Check out our latest analysis for Peab

Is Peab still cheap?

Great news for investors – Peab is still trading at a fairly cheap price according to my price multiple model, where I compare the company's price-to-earnings ratio to the industry average. In this instance, I’ve used the price-to-earnings (PE) ratio given that there is not enough information to reliably forecast the stock’s cash flows. I find that Peab’s ratio of 8.9x is below its peer average of 26.01x, which indicates the stock is trading at a lower price compared to the Construction industry. Peab’s share price also seems relatively stable compared to the rest of the market, as indicated by its low beta. If you believe the share price should eventually reach its industry peers, a low beta could suggest it is unlikely to rapidly do so anytime soon, and once it’s there, it may be hard to fall back down into an attractive buying range.
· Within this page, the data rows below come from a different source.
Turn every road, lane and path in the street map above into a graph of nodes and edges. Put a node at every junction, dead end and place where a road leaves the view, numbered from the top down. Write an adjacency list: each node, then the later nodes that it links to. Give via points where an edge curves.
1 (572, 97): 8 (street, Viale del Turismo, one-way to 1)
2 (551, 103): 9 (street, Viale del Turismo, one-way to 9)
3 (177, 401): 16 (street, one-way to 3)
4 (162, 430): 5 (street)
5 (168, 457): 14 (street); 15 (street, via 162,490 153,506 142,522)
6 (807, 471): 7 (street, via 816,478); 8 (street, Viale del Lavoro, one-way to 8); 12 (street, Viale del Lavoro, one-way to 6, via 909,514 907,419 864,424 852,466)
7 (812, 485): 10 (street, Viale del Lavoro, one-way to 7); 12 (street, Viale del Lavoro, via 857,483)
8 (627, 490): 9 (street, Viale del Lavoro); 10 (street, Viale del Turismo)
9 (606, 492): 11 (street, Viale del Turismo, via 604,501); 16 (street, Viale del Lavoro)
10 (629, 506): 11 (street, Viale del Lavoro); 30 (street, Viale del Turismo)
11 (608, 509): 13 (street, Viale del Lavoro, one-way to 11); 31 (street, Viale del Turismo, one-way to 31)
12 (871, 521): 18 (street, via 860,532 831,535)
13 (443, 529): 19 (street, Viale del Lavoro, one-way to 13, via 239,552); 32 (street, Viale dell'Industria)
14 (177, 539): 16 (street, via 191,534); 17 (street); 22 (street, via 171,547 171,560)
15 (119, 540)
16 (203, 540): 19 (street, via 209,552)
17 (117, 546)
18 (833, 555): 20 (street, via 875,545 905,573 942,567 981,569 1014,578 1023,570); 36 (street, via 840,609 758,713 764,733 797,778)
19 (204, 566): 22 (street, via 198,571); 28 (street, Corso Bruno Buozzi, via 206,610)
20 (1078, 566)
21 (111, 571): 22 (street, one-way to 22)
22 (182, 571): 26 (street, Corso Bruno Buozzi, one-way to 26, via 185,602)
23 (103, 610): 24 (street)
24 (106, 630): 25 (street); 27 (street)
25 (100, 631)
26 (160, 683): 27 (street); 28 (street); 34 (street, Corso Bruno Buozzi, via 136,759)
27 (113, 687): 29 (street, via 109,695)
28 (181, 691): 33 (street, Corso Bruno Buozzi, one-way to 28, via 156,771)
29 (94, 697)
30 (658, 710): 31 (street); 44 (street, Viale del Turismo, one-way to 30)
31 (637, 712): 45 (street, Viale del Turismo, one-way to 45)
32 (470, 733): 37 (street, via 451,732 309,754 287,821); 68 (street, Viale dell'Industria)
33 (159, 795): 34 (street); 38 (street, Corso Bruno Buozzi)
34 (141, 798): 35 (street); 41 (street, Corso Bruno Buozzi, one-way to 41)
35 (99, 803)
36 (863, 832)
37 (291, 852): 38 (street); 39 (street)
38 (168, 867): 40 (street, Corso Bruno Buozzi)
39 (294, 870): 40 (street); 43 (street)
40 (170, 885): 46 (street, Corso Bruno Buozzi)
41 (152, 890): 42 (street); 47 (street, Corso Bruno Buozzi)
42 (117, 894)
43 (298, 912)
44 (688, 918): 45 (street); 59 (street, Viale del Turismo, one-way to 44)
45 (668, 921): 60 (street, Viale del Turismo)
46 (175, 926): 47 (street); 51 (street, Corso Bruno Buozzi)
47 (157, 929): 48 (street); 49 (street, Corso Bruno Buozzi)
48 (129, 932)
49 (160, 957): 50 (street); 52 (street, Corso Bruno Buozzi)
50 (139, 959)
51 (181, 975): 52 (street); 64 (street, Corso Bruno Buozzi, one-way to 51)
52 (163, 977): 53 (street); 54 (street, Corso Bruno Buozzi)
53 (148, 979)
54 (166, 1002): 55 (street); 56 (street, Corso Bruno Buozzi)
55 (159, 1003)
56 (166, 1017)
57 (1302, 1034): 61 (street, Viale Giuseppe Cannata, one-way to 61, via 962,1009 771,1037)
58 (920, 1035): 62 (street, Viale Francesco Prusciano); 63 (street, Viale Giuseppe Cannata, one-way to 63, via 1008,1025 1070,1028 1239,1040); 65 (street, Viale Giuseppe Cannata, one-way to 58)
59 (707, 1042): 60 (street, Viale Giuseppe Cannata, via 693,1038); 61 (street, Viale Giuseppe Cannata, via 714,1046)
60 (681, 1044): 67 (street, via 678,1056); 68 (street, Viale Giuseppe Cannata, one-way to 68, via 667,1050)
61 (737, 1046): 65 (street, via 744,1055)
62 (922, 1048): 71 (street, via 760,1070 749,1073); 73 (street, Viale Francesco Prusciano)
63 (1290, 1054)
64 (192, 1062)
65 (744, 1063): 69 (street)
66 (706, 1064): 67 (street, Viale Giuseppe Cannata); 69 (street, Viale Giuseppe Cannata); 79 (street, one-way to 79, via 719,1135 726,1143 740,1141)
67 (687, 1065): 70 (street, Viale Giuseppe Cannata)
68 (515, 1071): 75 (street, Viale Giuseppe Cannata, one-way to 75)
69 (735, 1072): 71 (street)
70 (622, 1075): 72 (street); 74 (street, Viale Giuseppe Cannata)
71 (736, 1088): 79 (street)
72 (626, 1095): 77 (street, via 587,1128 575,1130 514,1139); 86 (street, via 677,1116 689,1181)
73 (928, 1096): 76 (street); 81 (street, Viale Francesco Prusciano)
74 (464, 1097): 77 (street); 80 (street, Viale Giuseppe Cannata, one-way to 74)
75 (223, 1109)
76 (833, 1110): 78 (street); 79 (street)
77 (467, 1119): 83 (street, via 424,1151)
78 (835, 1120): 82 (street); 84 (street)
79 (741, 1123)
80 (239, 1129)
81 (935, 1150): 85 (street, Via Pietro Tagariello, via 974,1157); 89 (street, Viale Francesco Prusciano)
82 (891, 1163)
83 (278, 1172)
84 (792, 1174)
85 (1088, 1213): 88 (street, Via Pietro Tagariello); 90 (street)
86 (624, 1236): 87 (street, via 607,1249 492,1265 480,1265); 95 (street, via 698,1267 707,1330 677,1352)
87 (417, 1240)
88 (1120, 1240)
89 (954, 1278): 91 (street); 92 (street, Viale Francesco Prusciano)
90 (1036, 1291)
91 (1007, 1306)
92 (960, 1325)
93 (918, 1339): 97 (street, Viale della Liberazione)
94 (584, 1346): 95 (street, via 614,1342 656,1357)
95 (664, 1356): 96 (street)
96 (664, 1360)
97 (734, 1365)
What kind of growth will Peab generate?

earnings-and-revenue-growth
OM:PEAB B Earnings and Revenue Growth June 2nd 2022

Investors looking for growth in their portfolio may want to consider the prospects of a company before buying its shares. Buying a great company with a robust outlook at a cheap price is always a good investment, so let’s also take a look at the company's future expectations. However, with a relatively muted profit growth of 4.6% expected over the next couple of years, growth doesn’t seem like a key driver for a buy decision for Peab, at least in the short term.

What this means for you:

Are you a shareholder? Even though growth is relatively muted, since PEAB B is currently trading below the industry PE ratio, it may be a great time to increase your holdings in the stock. However, there are also other factors such as capital structure to consider, which could explain the current price multiple.

Are you a potential investor? If you’ve been keeping an eye on PEAB B for a while, now might be the time to make a leap. Its future profit outlook isn’t fully reflected in the current share price yet, which means it’s not too late to buy PEAB B. But before you make any investment decisions, consider other factors such as the strength of its balance sheet, in order to make a well-informed investment decision.

If you'd like to know more about Peab as a business, it's important to be aware of any risks it's facing. For example, Peab has 3 warning signs (and 1 which makes us a bit uncomfortable) we think you should know about.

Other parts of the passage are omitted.